Start of Block
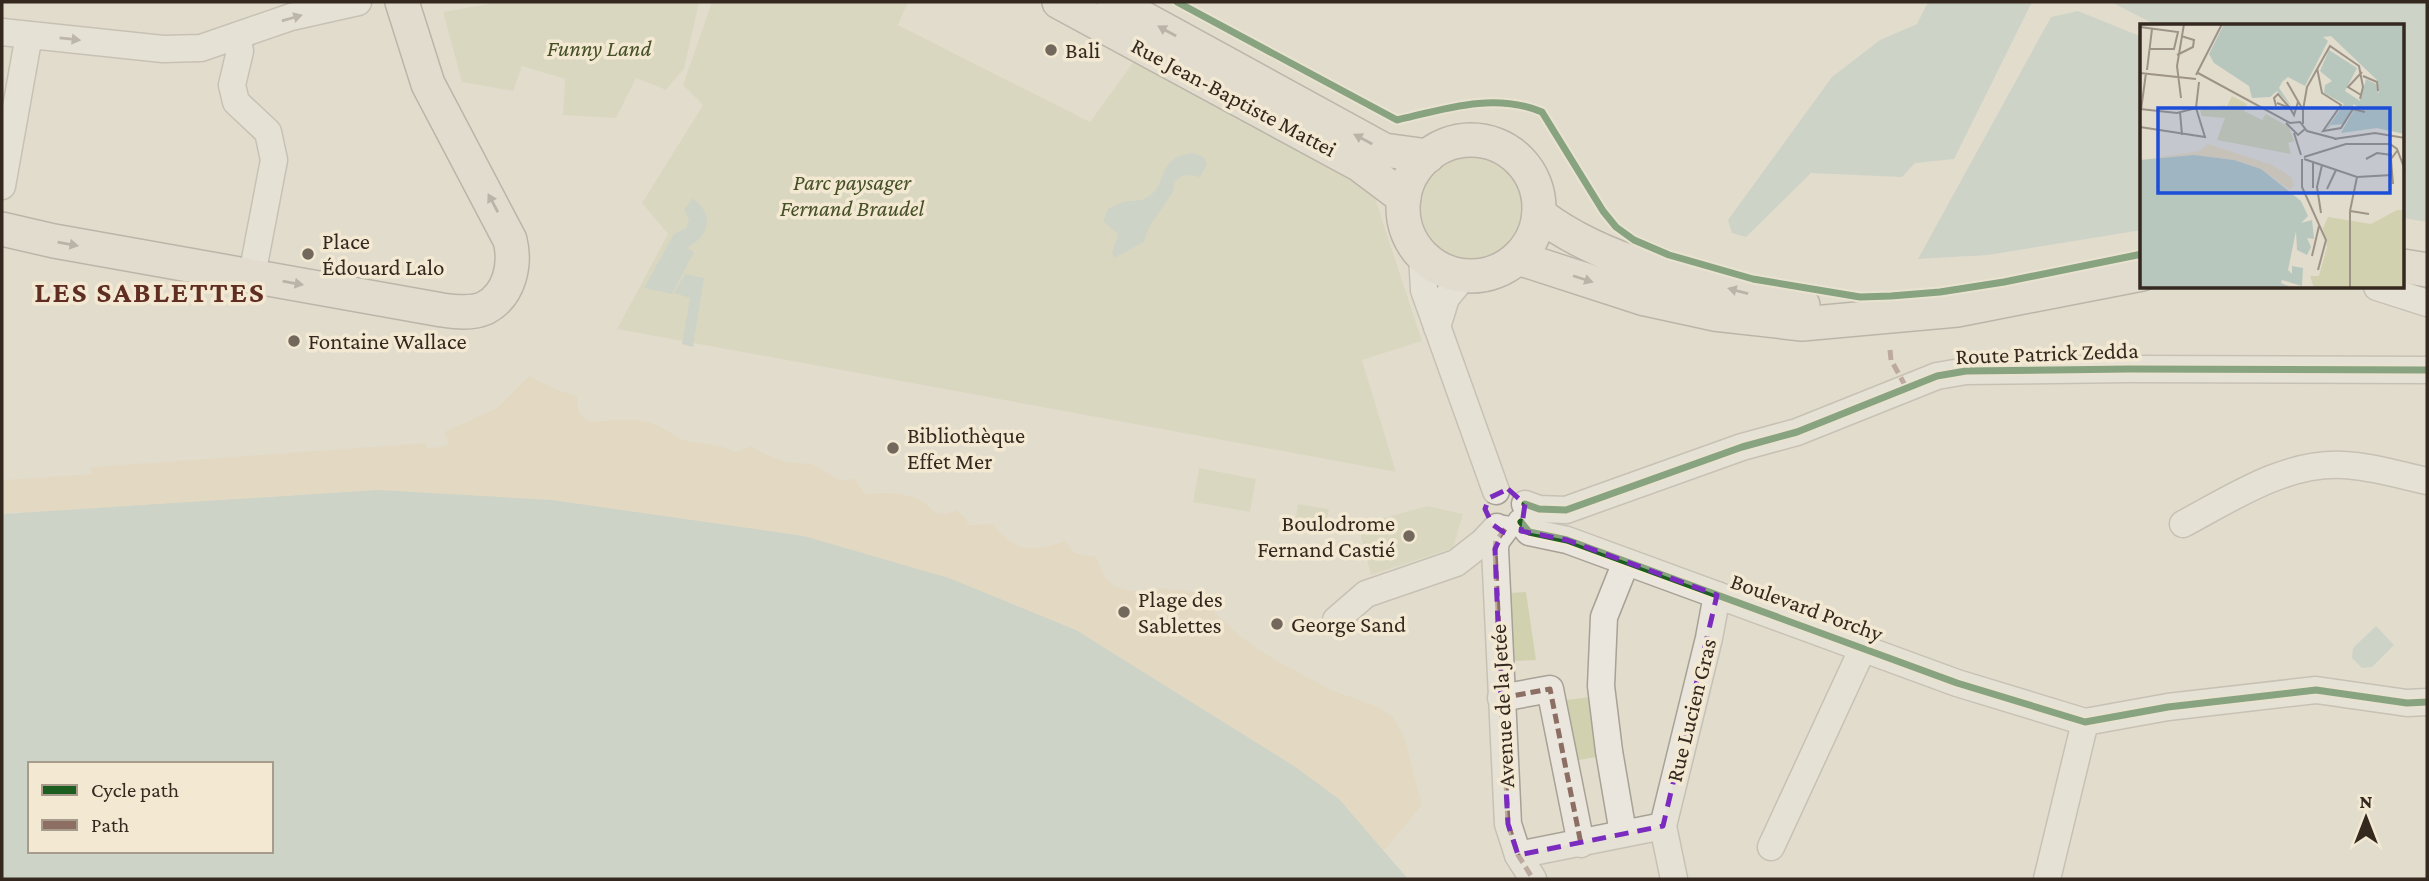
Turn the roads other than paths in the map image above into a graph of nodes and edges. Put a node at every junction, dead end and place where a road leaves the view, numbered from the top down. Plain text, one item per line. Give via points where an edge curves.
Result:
1 (358, 2) edge
2 (402, 2) edge
3 (1059, 2) edge
4 (1114, 2) edge
5 (2, 32) edge
6 (29, 35) junction
7 (237, 36) junction
8 (1428, 156) junction
9 (2, 186) edge
10 (1404, 198) junction
11 (1539, 214) junction
12 (2, 229) edge
13 (1422, 256) junction
14 (1518, 258) junction
15 (2404, 266) edge
16 (2427, 270) edge
17 (2140, 274) edge
18 (251, 275) junction
19 (1464, 276) junction
20 (2383, 289) edge
21 (2427, 303) edge
22 (1878, 317) junction
23 (1437, 327) junction
24 (2427, 370) edge
25 (2427, 481) edge
26 (1496, 491) junction
27 (1520, 519) junction
28 (2183, 524) dead end
29 (1626, 562) junction
30 (1717, 595) junction
31 (1336, 620) dead end
32 (1863, 648) junction
33 (1501, 698) junction
34 (2427, 702) edge
35 (2085, 722) junction
36 (1663, 825) junction
37 (1623, 833) junction
38 (1580, 844) junction
39 (1770, 847) dead end
40 (1518, 855) junction
41 (1533, 879) edge
42 (1674, 879) edge
43 (2047, 879) edge

7 -> 1 street via 291,17
18 -> 2 main road via 464,312 484,309 496,301 509,281 513,251 505,227 428,84
3 - 10 main road, Rue Jean-Baptiste Mattei via 1360,165
8 -> 4 main road, Rue Jean-Baptiste Mattei via 1384,150
5 - 6 street
6 -> 7 street via 163,49 201,48
6 - 9 street
7 - 18 street via 240,51 232,85 236,102 268,132 274,160
8 - 10 main road via 1408,182
8 - 11 main road via 1466,141 1507,151 1532,178
10 - 13 main road via 1410,239
11 - 14 main road via 1533,238
22 -> 11 main road via 1751,295 1635,264 1562,232
12 -> 18 main road
13 - 19 main road via 1441,269
13 - 23 street via 1424,290
14 - 19 main road via 1502,269
14 -> 22 main road via 1645,299 1714,314 1802,324
15 - 16 main road
17 - 22 main road via 1957,310
19 - 23 street via 1446,298
20 - 21 street
23 - 26 street
24 - 27 street, Route Patrick Zedda via 1966,371 1937,376 1797,432 1566,510
25 - 28 street via 2341,465 2295,470
26 - 27 street via 1514,491
26 - 27 street, Boulevard Porchy via 1485,509 1488,520
27 - 29 street, Boulevard Porchy
27 - 31 street via 1456,563 1366,594
27 - 33 street, Avenue de la Jetée via 1496,541 1495,550
29 - 30 street, Boulevard Porchy
29 - 37 street via 1604,617 1601,686
30 - 32 street, Boulevard Porchy
30 - 36 street, Rue Lucien Gras
32 - 35 street, Boulevard Porchy
32 - 39 street
33 - 38 street via 1550,689
33 - 40 street, Avenue de la Jetée via 1508,824
34 - 35 street via 2316,690
35 - 43 street
36 - 37 street
36 - 42 street
37 - 38 street
38 - 40 street
40 - 41 street, Avenue de la Jetée

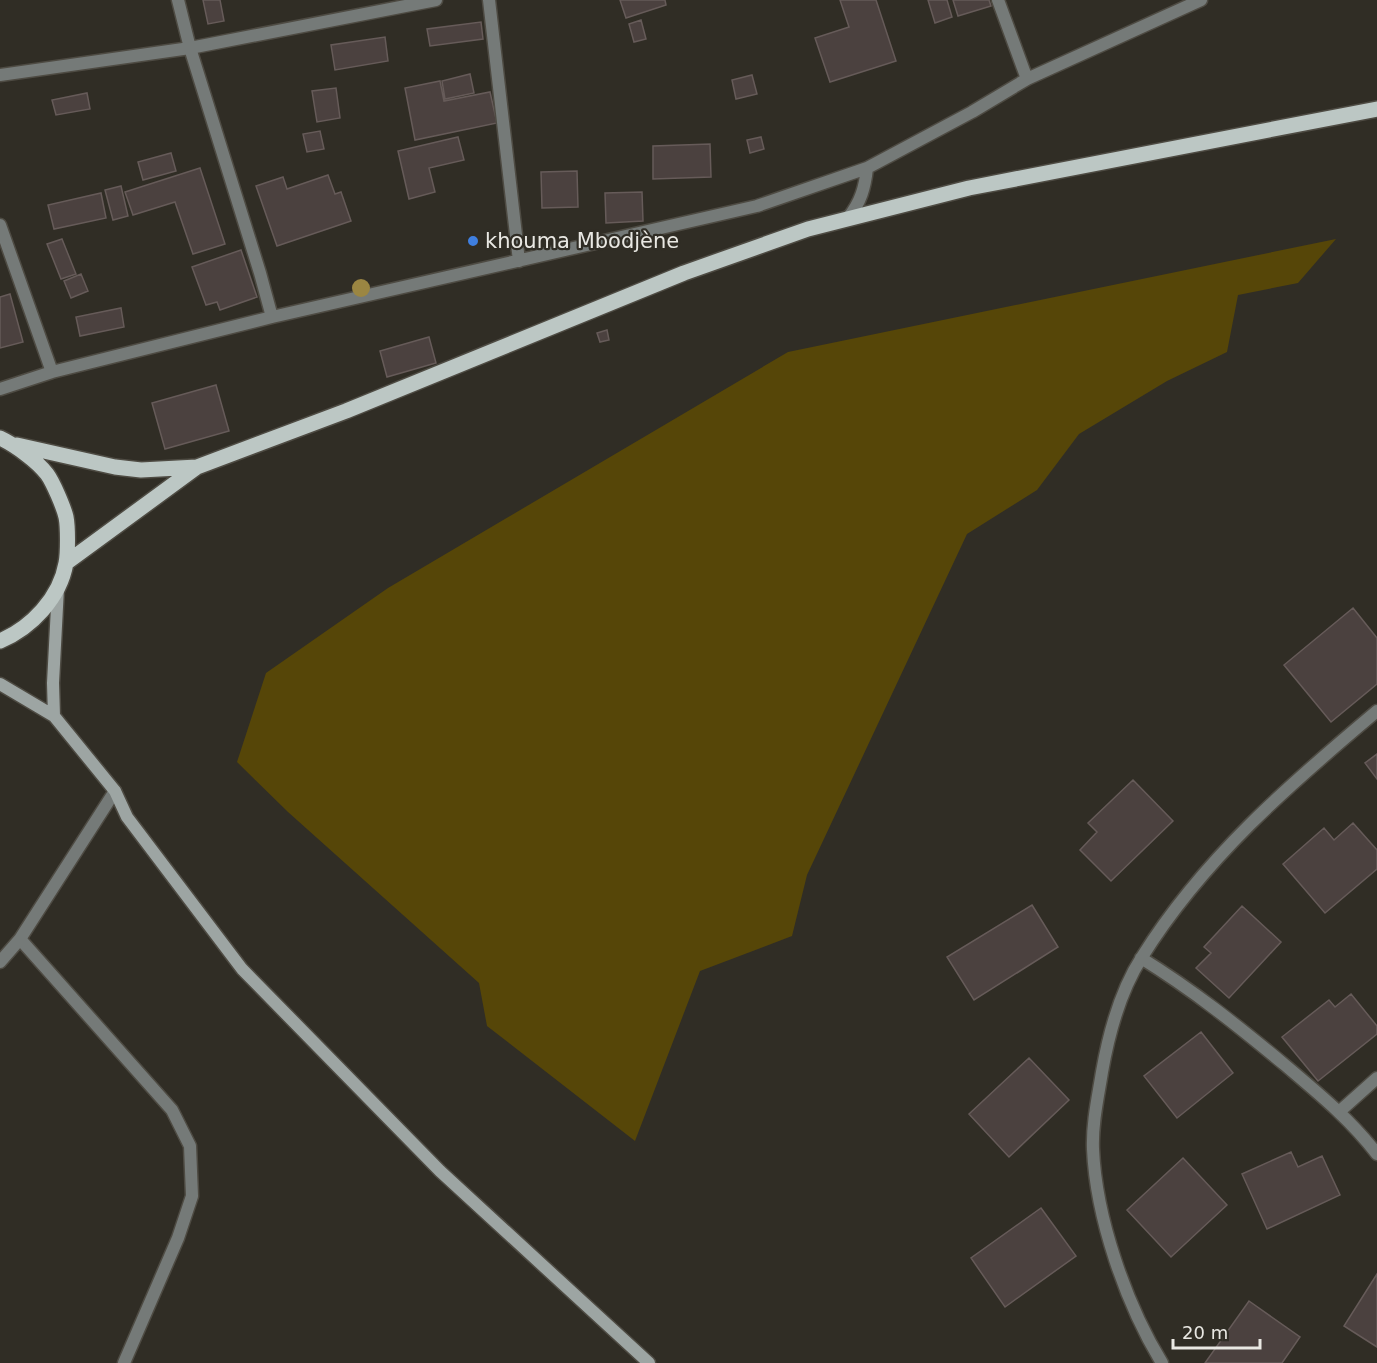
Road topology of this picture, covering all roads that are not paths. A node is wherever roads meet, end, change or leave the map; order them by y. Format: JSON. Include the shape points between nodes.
End of Block
Line count for the word "nodes": tally the lines in the records that include it and give only the result.

2